長かった。ジャガーが小さなスポーツサルーン「XE」を発売すると初めて告げたのが、2014年3月。それから1年半。日本では2015年の9月に(まずガソリン車のみ)デリバリーが始まった。

心待ちにしていたのは筆者だけではないようで、その2015年末にXEはフィーバー。ハンサムな新型サルーンのおかげで、同年のジャガー販売の台数は前年超えになったという。興味深いのはユーザー像で、最上級モデル「XJ」とは対照的に、8割以上が“ご新規さま”。すなわち、「ジャガーじゃなかった人」なのだ。インポーターによれば、乗り換えのほぼ半数が日本車、残りはドイツ車からとのことだった。

そうした事実と関係あるかは定かでないが、XEの室内は、やや万人向けである。XJを思わせるダッシュボードの外周や、ダイヤル式のシフトセレクターにジャガー的演出が見られるけれど、兄貴分と比べて無国籍と言えなくもない。むしろ驚いたのはパッケージングで、流麗なスタイリングから想像するに、意外なほど後席は広い。センタートンネルが高いため、「中央席は非常用」という条件が付くけれど……。

今回試乗した「プレステージ」は、ガソリンエンジンのXEで、需要の半数を占める中間モデル。
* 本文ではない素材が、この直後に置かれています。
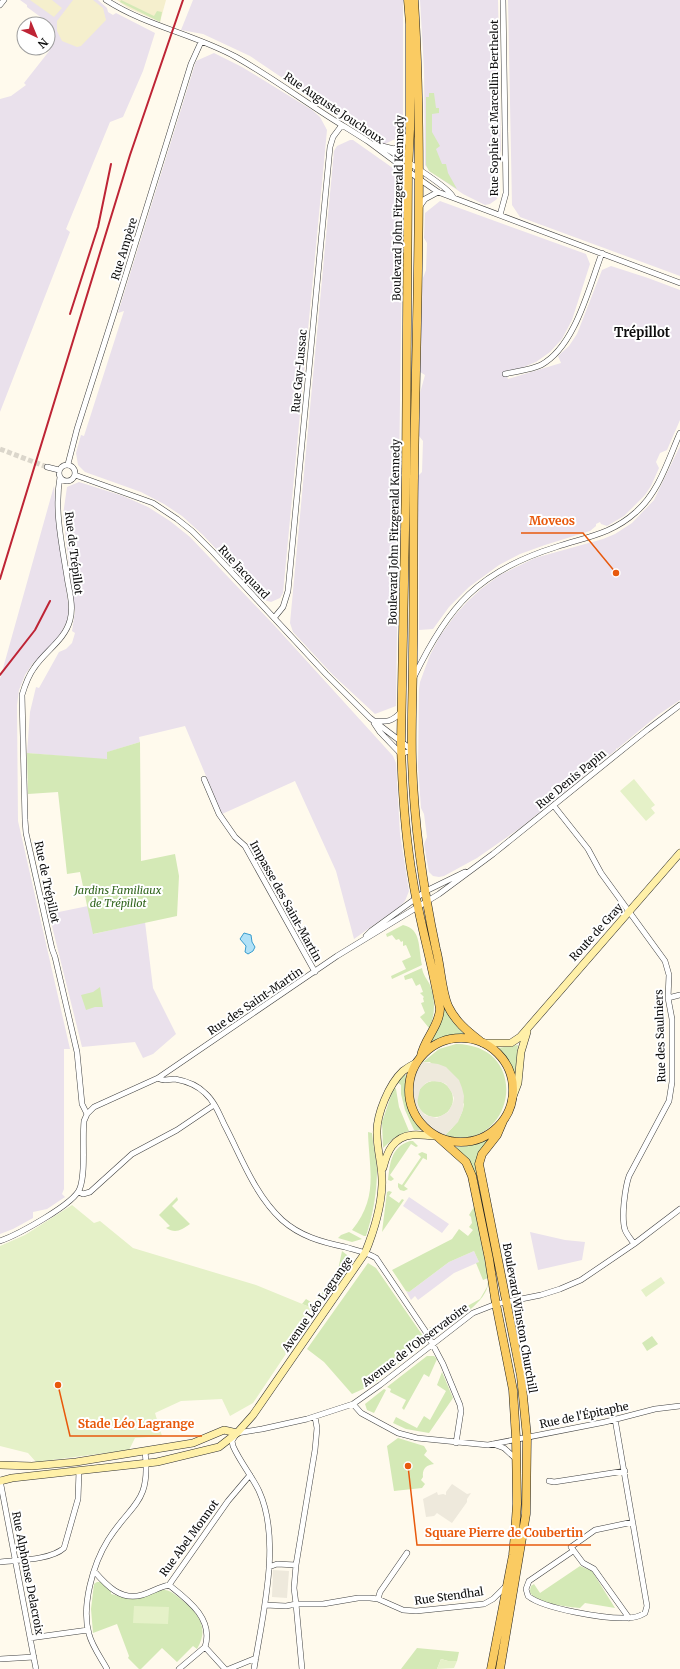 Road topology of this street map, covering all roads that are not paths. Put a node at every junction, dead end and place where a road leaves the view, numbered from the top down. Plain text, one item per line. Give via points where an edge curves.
1 (4, 0) edge
2 (106, 0) edge
3 (408, 0) edge
4 (414, 0) edge
5 (503, 0) edge
6 (0, 5) edge
7 (201, 42) junction
8 (342, 125) junction
9 (410, 129) junction
10 (368, 141) junction
11 (385, 148) junction
12 (409, 163) junction
13 (408, 172) junction
14 (419, 175) junction
15 (438, 192) junction
16 (453, 197) junction
17 (418, 208) junction
18 (500, 216) junction
19 (602, 253) junction
20 (680, 283) edge
21 (505, 374) dead end
22 (680, 433) edge
23 (68, 464) junction
24 (47, 467) tunnel mouth
25 (59, 470) junction
26 (75, 475) junction
27 (60, 477) junction
28 (67, 481) junction
29 (58, 493) junction
30 (274, 618) junction
31 (414, 678) junction
32 (680, 705) edge
33 (402, 712) junction
34 (373, 721) junction
35 (401, 742) junction
36 (412, 750) junction
37 (401, 754) junction
38 (204, 779) dead end
39 (554, 806) junction
40 (680, 853) edge
41 (475, 868) junction
42 (426, 891) junction
43 (416, 898) junction
44 (428, 901) junction
45 (418, 907) junction
46 (628, 912) junction
47 (364, 939) junction
48 (315, 972) junction
49 (680, 995) edge
50 (668, 998) junction
51 (529, 1026) junction
52 (481, 1042) junction
53 (419, 1060) junction
54 (158, 1078) junction
55 (512, 1100) junction
56 (214, 1105) junction
57 (87, 1114) junction
58 (503, 1121) junction
59 (436, 1137) junction
60 (382, 1172) junction
61 (79, 1192) junction
62 (680, 1209) edge
63 (0, 1242) edge
64 (634, 1244) junction
65 (365, 1253) junction
66 (507, 1302) junction
67 (496, 1304) junction
68 (432, 1344) junction
69 (353, 1404) junction
70 (680, 1406) edge
71 (315, 1417) junction
72 (615, 1419) junction
73 (237, 1433) junction
74 (527, 1437) junction
75 (516, 1438) junction
76 (456, 1443) junction
77 (492, 1444) junction
78 (145, 1451) junction
79 (516, 1460) junction
80 (146, 1463) junction
81 (0, 1465) edge
82 (80, 1471) junction
83 (625, 1471) junction
84 (250, 1475) junction
85 (0, 1481) edge
86 (550, 1482) dead end
87 (633, 1522) junction
88 (573, 1551) junction
89 (408, 1553) dead end
90 (16, 1560) junction
91 (0, 1562) edge
92 (296, 1565) junction
93 (269, 1567) junction
94 (94, 1572) junction
95 (169, 1585) junction
96 (506, 1586) junction
97 (378, 1599) junction
98 (296, 1604) junction
99 (265, 1605) junction
100 (628, 1618) junction
101 (88, 1630) junction
102 (30, 1638) junction
103 (205, 1646) junction
104 (34, 1657) junction
105 (256, 1658) junction
106 (0, 1660) edge
107 (36, 1669) edge
108 (106, 1669) edge
109 (180, 1669) edge
110 (225, 1669) edge
111 (229, 1669) edge
112 (254, 1669) edge
113 (302, 1669) edge
114 (491, 1669) edge
115 (500, 1669) edge

1 - 6 street
2 - 7 street, Rue Auguste Jouchoux via 126,13
3 - 9 main road, Boulevard John Fitzgerald Kennedy
4 - 14 main road, Boulevard John Fitzgerald Kennedy via 418,67
5 - 18 street, Rue Sophie et Marcellin Berthelot via 506,193
7 - 8 street, Rue Auguste Jouchoux via 269,76
7 - 23 street, Rue Ampère via 191,64
8 - 10 street, Rue Auguste Jouchoux
8 - 30 street, Rue Gay-Lussac via 333,137 330,147 288,592 283,607
9 - 11 street via 401,146 394,150
9 - 12 main road, Boulevard John Fitzgerald Kennedy
10 - 11 street, Rue Auguste Jouchoux
10 - 13 street, Rue Auguste Jouchoux
11 - 12 street, Rue Auguste Jouchoux
12 - 13 main road, Boulevard John Fitzgerald Kennedy
12 - 14 street, Rue Auguste Jouchoux
13 - 14 street, Rue Auguste Jouchoux
13 - 33 main road, Boulevard John Fitzgerald Kennedy
14 - 15 street, Rue Auguste Jouchoux
14 - 16 street, Rue Auguste Jouchoux via 451,193
14 - 17 main road, Boulevard John Fitzgerald Kennedy
15 - 16 street, Rue Auguste Jouchoux
15 - 17 street via 425,199
16 - 18 street, Rue Auguste Jouchoux
17 - 31 main road, Boulevard John Fitzgerald Kennedy
18 - 19 street, Rue Auguste Jouchoux
19 - 20 street, Rue Auguste Jouchoux
19 - 21 street via 575,326 567,339 540,365
22 - 31 street via 658,484 637,512 606,533 556,547 510,564 491,576 469,593 446,619 429,646
23 - 25 street
23 - 26 street via 74,469
24 - 25 street
25 - 27 street
26 - 28 street
26 - 30 street, Rue Jacquard via 153,503 177,519 207,546
27 - 28 street
27 - 29 street, Rue de Trépillot
28 - 29 street
29 - 57 street, Rue de Trépillot via 63,554 72,610 69,625 62,637 35,666 22,695 26,833 77,1052 82,1104
30 - 34 street, Rue Jacquard
31 - 36 main road, Boulevard John Fitzgerald Kennedy
32 - 39 street, Rue Denis Papin
33 - 34 street via 394,719
33 - 35 main road, Boulevard John Fitzgerald Kennedy
34 - 35 street, Rue Jacquard
34 - 37 street, Rue Jacquard
35 - 36 street, Rue Jacquard
35 - 37 main road, Boulevard John Fitzgerald Kennedy
36 - 37 street
36 - 42 main road, Boulevard John Fitzgerald Kennedy via 416,821
37 - 43 main road, Boulevard John Fitzgerald Kennedy via 406,834
38 - 48 street, Impasse des Saint-Martin via 219,814 235,837 245,846
39 - 41 street, Rue Denis Papin
39 - 46 street, Rue des Saulniers via 588,849
40 - 46 main road, Route de Gray
41 - 42 street, Rue Denis Papin
41 - 44 street, Rue Denis Papin
42 - 43 street, Rue des Saint-Martin
42 - 44 main road, Boulevard John Fitzgerald Kennedy
43 - 45 main road, Boulevard John Fitzgerald Kennedy
43 - 47 street, Rue des Saint-Martin
44 - 45 street, Rue des Saint-Martin
44 - 52 main road, Boulevard John Fitzgerald Kennedy via 445,998 458,1023
45 - 47 street, Rue des Saint-Martin
45 - 53 main road, Boulevard John Fitzgerald Kennedy via 440,1009 438,1021 423,1047
46 - 50 street, Rue des Saulniers via 665,961 669,975
46 - 51 main road, Route de Gray
47 - 48 street, Rue des Saint-Martin
48 - 54 street, Rue des Saint-Martin
49 - 50 street
50 - 64 street, Rue des Saulniers via 672,1019 672,1082 669,1101 629,1176 624,1194 625,1229
51 - 52 main road, Route de Gray via 511,1043
51 - 55 main road, Route de Gray via 521,1052 518,1083
52 - 53 main road via 463,1038 445,1040 430,1048
52 - 55 main road via 497,1053 507,1066 513,1082
53 - 59 main road via 409,1082 410,1103 419,1122
53 - 60 main road, Avenue Léo Lagrange via 403,1071 387,1095 378,1115 377,1133
54 - 56 street via 174,1079 196,1086 206,1093
54 - 57 street, Rue des Saint-Martin via 99,1104
55 - 58 main road
56 - 61 street via 177,1130 132,1154 90,1192
56 - 65 street via 258,1190 282,1220 293,1229 314,1239
57 - 61 street, Rue de Trépillot via 83,1132 82,1181
58 - 59 main road via 489,1134 471,1142 458,1143
58 - 66 main road, Boulevard Winston Churchill via 482,1154 479,1164
59 - 60 main road, Avenue Léo Lagrange via 412,1135 398,1140 388,1151
59 - 67 main road, Boulevard Winston Churchill via 466,1162 472,1176
60 - 65 main road, Avenue Léo Lagrange via 379,1211 374,1233
61 - 63 street via 68,1203
62 - 64 street, Avenue de l'Observatoire
64 - 66 street, Avenue de l'Observatoire via 587,1276 560,1289
65 - 68 street via 380,1262 423,1326
65 - 73 main road, Avenue Léo Lagrange via 253,1415
66 - 67 street, Avenue de l'Observatoire
66 - 74 main road, Boulevard Winston Churchill via 521,1376
67 - 68 street, Avenue de l'Observatoire via 473,1312
67 - 75 main road, Boulevard Winston Churchill via 513,1390
68 - 69 street, Avenue de l'Observatoire
68 - 76 street via 460,1405
69 - 71 street, Avenue de l'Observatoire
69 - 76 street, Rue de l'Épitaphe via 361,1413 398,1433
70 - 72 street, Rue de l'Épitaphe
71 - 73 street, Avenue de l'Observatoire
71 - 92 street via 315,1450
72 - 74 street, Rue de l'Épitaphe
72 - 83 street
73 - 78 main road via 224,1430 193,1443
73 - 80 main road, Avenue Léo Lagrange via 219,1446 185,1456
73 - 84 street via 232,1441 233,1446
74 - 75 street, Rue de l'Épitaphe
74 - 115 main road, Boulevard Winston Churchill via 526,1514
75 - 77 street, Rue de l'Épitaphe
75 - 79 main road, Boulevard Winston Churchill
76 - 77 street, Rue de l'Épitaphe
77 - 79 street, Rue de l'Épitaphe via 504,1448
78 - 80 street
78 - 81 main road via 76,1462 32,1466
79 - 96 main road, Boulevard Winston Churchill via 515,1534
80 - 82 main road, Avenue Léo Lagrange
80 - 94 street via 146,1483 142,1496 108,1539
82 - 85 main road, Avenue Léo Lagrange
82 - 90 street via 78,1499 64,1548 54,1555
83 - 86 street
83 - 87 street
84 - 93 street via 259,1492 266,1516
84 - 95 street, Rue Abel Monnot via 228,1501
85 - 90 street, Rue Alphonse Delacroix
87 - 88 street via 595,1530 570,1547
87 - 100 street via 647,1606 645,1613
88 - 100 street via 583,1563 594,1569
88 - 100 street via 528,1581 528,1596 545,1605 566,1610
89 - 97 street via 380,1592
90 - 91 street
90 - 102 street, Rue Alphonse Delacroix
92 - 93 street via 278,1564
92 - 98 street
93 - 99 street
94 - 95 street, Rue Abel Monnot via 122,1595 142,1595
94 - 101 street via 87,1606
95 - 103 street via 198,1610 205,1624
96 - 97 street, Rue Stendhal via 493,1600 484,1604 416,1611 403,1610
96 - 114 main road, Boulevard Winston Churchill
97 - 98 street, Rue Stendhal via 358,1598 323,1604
98 - 99 street, Rue Stendhal
98 - 113 street
99 - 105 street
101 - 102 street
101 - 108 street
102 - 104 street, Rue Alphonse Delacroix
103 - 109 street
103 - 110 street
104 - 106 street
104 - 107 street, Rue Alphonse Delacroix
105 - 111 street
105 - 112 street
最高出力200ps、最大トルク32.6kgmのスペック通り、2リッター直4ターボは余裕たっぷり。不足なし。ただ、終始「ブーン」と無愛想で、艶もなければ味もなし。ならば、2016年2月末に上陸したディーゼル(180ps、43.8kgm)のほうが……という気にもなる。価格差、20万円しかないし。逆に、官能性や革の香りプンプンのインテリアを求めるなら、V6の「XE S」を選べばいい。
そう、XEは全部で7タイプもあるのだ。ボディーカラーは18色。ホイールは14種類。こうしたバリエーションの豊かさも、モテる理由なのかもしれない。